Todas as imagens foram armazenadas digitalmente em discos rígidos em análise offline (EchoPAC versão 8, GE Vingmed Ultrasound). Imagens dinâmicas bidimensionais foram registradas para análise posterior. Uma taxa de quadros de 40-80 quadros por segundo foi usada na aquisição das imagens. Todos os dados do 2D-STE foram medidos pela média de três batimentos. Selecionamos o ciclo cardíaco mais estável para traçar a curva do strain.
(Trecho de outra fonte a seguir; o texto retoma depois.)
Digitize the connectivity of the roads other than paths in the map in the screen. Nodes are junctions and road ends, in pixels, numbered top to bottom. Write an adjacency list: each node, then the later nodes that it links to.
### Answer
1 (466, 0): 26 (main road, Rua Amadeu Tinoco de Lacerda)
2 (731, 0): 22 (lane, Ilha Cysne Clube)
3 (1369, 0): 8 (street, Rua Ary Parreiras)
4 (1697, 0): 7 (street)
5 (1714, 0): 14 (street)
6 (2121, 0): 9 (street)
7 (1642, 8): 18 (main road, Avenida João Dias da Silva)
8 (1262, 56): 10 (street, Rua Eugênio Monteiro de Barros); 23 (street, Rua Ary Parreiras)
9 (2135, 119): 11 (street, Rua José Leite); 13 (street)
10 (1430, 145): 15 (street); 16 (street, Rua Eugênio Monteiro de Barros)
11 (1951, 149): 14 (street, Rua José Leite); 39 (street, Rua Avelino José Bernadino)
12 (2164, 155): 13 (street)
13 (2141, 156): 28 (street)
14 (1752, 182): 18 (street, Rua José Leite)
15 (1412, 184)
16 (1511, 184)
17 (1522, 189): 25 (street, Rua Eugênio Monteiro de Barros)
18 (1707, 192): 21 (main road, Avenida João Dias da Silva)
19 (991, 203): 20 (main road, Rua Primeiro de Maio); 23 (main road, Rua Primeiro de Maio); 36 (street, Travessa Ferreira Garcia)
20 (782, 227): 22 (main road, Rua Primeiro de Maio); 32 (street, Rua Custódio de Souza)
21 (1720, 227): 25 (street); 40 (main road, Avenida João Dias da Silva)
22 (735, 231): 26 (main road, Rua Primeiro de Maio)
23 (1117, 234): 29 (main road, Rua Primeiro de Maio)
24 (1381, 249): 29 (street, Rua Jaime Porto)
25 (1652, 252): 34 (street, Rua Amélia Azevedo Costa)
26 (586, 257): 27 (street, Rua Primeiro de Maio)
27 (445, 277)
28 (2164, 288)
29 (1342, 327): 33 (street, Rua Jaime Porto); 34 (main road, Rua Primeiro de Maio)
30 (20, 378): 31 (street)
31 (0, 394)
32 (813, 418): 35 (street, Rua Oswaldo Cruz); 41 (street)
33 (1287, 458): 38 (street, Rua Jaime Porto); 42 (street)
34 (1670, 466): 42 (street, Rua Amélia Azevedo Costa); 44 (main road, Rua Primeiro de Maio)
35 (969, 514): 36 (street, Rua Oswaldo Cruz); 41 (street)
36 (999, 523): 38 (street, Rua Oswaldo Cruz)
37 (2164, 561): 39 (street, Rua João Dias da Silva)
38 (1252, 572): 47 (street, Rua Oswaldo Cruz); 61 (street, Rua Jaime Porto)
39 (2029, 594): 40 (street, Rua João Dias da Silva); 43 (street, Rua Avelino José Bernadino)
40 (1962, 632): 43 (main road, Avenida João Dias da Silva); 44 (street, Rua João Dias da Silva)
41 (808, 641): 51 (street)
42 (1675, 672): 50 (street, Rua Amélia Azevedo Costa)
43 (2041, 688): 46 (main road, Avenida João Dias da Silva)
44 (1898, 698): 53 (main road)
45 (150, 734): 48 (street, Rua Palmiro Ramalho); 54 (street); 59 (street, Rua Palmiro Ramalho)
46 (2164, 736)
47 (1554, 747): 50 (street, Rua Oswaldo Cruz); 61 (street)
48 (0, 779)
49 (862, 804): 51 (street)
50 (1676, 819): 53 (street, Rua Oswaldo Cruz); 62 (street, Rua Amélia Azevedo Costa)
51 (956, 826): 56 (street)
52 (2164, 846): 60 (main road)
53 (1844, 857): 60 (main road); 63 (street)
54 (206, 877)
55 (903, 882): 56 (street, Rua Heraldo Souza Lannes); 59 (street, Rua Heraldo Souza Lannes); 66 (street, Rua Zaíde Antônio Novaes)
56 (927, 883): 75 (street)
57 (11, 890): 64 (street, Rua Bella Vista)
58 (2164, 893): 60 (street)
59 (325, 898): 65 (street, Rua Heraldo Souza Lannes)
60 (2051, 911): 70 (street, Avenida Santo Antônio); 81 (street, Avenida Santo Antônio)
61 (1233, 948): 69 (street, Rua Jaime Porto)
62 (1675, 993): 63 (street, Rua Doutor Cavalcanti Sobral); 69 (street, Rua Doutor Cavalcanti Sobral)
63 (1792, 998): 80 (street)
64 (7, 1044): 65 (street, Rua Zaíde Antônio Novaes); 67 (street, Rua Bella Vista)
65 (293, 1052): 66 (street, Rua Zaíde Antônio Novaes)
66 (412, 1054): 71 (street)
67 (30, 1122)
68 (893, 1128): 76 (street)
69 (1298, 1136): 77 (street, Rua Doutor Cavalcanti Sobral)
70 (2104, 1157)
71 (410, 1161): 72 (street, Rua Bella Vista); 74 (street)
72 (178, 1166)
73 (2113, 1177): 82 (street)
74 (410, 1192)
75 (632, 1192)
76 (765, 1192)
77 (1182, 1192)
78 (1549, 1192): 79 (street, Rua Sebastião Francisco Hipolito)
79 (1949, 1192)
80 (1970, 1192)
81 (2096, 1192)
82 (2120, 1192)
Após se delimitar manualmente o endocárdio do VD em visualização de quatro câmaras, uma região de interesse (ROI) foi gerada automaticamente. Somente o strain da parede livre do VD foi analisado. Segmentos da parede livre do VD foram definidos manualmente limitando-se o endocárdio e a extensão do miocárdio. As medidas de ε, SRs, SRp e SRt foram aferidas na parede livre do VD para segmentos basal, medial e apical, respectivamente, na visualização apical de quatro câmaras.

Análise estatística

Os dados foram analisados utilizando-se o programa SPSS 17.0 para Windows (SPSS, Chicago, IL, EUA). O teste t de Student não pareado foi usado para variáveis contínuas, e todas apresentaram distribuição normal. As variáveis numéricas foram apresentadas em média ± desvio padrão (DP). Análise de variância simples (one-way ANOVA) foi usada para testar diferenças estatisticamente significativas entre os quatro grupos. Dados contínuos foram comparados entre os grupos usando o teste de Student-Newman-Keuls para se verificar diferenças estatisticamente significativas. Todos os testes estatísticos aplicados foram bicaudais, e um valor de p < 0,05 foi estabelecido para indicar significância estatística.

Resultados

Características dos pacientes

Não foram encontradas diferenças significativas entre os grupos quanto à idade, sexo, índice de massa corporal (IMC), área de superfície corporal (ASC), pressão arterial sistólica (PAS), e pressão arterial diastólica. No entanto, a FC no grupo D foi significativamente maior em comparação aos três grupos (Tabela 1).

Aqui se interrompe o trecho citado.